_PROBLEM STATEMENT_. From the records below, copy each line that has the word "left" in it.

_RECORDED INFORMATION_.
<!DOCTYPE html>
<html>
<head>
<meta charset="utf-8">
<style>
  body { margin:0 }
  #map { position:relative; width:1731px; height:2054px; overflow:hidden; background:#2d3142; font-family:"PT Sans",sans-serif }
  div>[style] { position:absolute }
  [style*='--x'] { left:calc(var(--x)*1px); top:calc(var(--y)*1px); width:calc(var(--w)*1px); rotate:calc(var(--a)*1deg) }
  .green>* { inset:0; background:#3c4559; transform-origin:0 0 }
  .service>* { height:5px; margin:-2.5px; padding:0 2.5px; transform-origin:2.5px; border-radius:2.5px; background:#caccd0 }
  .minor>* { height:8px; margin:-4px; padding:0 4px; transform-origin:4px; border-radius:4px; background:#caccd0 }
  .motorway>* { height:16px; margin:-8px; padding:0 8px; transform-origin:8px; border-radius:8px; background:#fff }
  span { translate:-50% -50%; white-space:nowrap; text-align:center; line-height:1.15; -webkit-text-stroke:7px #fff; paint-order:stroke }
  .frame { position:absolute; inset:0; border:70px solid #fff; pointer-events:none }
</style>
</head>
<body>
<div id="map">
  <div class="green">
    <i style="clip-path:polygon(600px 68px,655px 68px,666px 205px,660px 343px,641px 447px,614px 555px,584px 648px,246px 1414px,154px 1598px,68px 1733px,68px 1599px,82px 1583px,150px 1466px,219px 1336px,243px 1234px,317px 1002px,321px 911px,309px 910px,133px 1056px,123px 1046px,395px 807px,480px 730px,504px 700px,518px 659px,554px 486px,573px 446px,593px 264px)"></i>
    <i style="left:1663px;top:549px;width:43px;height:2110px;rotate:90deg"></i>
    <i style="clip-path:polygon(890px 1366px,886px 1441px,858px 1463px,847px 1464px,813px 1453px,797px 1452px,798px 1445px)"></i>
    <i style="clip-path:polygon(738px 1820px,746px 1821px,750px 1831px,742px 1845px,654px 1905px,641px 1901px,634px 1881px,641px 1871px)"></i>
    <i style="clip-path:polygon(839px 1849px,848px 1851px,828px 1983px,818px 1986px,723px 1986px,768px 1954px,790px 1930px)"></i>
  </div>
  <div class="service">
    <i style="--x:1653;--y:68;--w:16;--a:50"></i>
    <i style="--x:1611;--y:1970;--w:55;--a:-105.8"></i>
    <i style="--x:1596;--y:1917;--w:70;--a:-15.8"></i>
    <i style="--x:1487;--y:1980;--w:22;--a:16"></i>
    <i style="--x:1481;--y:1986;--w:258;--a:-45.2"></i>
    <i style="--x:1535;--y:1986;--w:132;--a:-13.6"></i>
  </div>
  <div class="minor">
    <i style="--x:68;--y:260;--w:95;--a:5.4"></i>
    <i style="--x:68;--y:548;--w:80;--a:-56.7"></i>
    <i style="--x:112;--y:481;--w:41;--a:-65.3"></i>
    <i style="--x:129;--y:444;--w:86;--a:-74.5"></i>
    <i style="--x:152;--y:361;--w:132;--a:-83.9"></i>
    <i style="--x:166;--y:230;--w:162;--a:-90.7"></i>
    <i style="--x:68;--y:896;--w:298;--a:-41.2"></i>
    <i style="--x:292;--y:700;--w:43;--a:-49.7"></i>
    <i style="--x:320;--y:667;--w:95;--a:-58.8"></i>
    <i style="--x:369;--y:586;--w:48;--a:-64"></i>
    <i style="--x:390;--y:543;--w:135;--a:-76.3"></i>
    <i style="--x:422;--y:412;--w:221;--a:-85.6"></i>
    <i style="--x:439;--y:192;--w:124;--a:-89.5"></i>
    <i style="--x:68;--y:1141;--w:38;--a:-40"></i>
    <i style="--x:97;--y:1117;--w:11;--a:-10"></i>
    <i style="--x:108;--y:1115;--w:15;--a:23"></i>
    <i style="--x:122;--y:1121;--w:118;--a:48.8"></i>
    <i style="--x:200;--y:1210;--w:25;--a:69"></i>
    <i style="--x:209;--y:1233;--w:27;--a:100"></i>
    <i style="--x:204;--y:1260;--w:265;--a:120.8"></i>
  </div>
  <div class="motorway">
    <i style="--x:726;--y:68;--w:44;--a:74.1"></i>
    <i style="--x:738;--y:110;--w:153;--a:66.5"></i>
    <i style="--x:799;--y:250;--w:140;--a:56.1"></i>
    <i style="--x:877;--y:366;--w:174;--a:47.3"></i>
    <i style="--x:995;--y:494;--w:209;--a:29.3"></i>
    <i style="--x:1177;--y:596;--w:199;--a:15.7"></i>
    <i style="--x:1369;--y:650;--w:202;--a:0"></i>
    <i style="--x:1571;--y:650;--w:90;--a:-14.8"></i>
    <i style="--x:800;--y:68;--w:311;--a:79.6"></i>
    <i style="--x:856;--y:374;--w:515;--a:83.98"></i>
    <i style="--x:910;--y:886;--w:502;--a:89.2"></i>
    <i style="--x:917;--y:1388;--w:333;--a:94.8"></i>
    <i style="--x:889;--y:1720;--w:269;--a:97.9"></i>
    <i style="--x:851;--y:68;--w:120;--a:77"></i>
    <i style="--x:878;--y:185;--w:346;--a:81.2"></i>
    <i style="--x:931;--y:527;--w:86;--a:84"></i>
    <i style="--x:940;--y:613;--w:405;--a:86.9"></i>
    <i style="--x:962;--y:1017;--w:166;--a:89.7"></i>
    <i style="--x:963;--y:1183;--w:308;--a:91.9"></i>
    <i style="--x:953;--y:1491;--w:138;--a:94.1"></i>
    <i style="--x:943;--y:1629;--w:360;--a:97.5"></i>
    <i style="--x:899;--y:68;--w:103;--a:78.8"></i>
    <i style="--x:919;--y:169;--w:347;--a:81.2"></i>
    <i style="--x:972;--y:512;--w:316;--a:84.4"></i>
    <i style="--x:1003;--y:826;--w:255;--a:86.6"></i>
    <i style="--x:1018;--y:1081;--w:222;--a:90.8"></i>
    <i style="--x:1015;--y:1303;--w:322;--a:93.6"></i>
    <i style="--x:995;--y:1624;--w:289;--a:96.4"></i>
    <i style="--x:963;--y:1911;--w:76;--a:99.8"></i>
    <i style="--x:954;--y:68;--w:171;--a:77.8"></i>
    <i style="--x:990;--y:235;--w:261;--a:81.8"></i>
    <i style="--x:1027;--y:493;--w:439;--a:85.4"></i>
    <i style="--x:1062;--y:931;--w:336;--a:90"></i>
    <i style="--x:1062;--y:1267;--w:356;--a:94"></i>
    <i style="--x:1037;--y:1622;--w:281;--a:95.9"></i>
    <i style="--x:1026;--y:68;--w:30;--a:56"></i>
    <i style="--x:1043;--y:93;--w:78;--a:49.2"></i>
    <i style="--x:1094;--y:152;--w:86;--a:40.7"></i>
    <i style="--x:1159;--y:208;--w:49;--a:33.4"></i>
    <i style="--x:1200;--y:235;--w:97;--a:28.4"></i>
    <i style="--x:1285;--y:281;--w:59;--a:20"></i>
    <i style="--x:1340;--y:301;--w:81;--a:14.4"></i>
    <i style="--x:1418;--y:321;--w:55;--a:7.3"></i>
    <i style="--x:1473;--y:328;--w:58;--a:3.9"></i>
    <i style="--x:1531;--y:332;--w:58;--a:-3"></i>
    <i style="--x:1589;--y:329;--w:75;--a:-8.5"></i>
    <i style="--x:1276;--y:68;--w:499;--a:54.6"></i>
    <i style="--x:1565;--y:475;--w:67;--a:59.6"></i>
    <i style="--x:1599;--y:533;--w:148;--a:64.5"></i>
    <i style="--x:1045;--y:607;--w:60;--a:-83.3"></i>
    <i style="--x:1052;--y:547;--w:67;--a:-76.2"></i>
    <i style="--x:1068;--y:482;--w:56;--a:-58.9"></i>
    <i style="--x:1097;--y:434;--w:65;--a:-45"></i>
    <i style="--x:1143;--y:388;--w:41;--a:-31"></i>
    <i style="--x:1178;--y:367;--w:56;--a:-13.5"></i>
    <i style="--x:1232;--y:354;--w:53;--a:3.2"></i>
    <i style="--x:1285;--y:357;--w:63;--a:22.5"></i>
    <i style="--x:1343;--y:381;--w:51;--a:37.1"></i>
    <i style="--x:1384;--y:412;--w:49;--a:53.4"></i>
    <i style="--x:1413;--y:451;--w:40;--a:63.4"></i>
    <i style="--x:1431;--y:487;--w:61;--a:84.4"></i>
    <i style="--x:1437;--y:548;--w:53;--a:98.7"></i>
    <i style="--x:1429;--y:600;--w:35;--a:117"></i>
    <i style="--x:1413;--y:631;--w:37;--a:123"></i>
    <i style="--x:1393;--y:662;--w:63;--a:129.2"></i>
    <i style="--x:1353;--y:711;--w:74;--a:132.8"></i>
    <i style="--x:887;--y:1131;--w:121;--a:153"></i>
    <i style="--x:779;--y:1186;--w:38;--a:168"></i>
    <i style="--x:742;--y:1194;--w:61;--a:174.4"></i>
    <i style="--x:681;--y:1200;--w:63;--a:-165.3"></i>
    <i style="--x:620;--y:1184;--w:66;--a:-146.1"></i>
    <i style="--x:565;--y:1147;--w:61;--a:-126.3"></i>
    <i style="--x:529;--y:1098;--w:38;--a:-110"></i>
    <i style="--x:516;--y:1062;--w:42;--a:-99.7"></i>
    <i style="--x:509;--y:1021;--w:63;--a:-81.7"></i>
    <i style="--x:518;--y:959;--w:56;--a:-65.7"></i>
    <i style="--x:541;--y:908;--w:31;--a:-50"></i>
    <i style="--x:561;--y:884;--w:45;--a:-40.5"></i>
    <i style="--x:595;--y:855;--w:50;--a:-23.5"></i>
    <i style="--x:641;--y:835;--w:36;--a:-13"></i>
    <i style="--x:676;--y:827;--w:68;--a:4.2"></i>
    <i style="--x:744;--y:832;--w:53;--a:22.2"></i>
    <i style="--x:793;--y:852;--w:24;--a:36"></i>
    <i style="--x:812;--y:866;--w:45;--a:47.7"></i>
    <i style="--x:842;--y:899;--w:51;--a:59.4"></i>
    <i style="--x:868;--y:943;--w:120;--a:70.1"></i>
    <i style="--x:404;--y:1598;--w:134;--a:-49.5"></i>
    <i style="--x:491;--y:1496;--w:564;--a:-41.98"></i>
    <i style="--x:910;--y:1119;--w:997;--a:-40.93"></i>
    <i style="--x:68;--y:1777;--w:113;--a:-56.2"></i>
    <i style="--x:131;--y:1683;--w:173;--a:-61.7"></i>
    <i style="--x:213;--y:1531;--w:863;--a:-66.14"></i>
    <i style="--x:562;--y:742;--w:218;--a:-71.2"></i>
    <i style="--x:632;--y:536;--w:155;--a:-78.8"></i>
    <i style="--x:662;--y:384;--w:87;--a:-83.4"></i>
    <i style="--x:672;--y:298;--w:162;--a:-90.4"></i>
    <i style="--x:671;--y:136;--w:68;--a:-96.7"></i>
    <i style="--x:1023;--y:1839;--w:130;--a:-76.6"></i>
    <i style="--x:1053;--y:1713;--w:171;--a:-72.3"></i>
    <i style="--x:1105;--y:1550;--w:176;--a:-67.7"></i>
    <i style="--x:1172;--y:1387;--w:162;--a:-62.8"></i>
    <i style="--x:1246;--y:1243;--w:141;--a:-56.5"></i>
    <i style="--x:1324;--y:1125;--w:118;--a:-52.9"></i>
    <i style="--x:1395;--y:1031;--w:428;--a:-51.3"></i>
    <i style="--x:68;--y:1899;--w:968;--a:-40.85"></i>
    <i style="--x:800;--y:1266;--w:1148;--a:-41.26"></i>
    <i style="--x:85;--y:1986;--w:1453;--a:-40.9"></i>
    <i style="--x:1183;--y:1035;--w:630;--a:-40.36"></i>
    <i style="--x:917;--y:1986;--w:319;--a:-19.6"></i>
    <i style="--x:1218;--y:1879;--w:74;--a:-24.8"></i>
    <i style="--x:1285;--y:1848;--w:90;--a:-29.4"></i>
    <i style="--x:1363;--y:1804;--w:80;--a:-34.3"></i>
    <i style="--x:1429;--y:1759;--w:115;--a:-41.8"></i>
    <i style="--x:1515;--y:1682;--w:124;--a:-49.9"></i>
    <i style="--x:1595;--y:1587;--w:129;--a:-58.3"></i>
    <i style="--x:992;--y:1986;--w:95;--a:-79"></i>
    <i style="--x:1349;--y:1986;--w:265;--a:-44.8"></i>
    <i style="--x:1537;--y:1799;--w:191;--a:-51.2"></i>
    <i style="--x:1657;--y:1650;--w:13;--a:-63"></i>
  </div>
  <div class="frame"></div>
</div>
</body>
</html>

_RESULT OF THE TASK_.
  [style*='--x'] { left:calc(var(--x)*1px); top:calc(var(--y)*1px); width:calc(var(--w)*1px); rotate:calc(var(--a)*1deg) }
    <i style="left:1663px;top:549px;width:43px;height:2110px;rotate:90deg"></i>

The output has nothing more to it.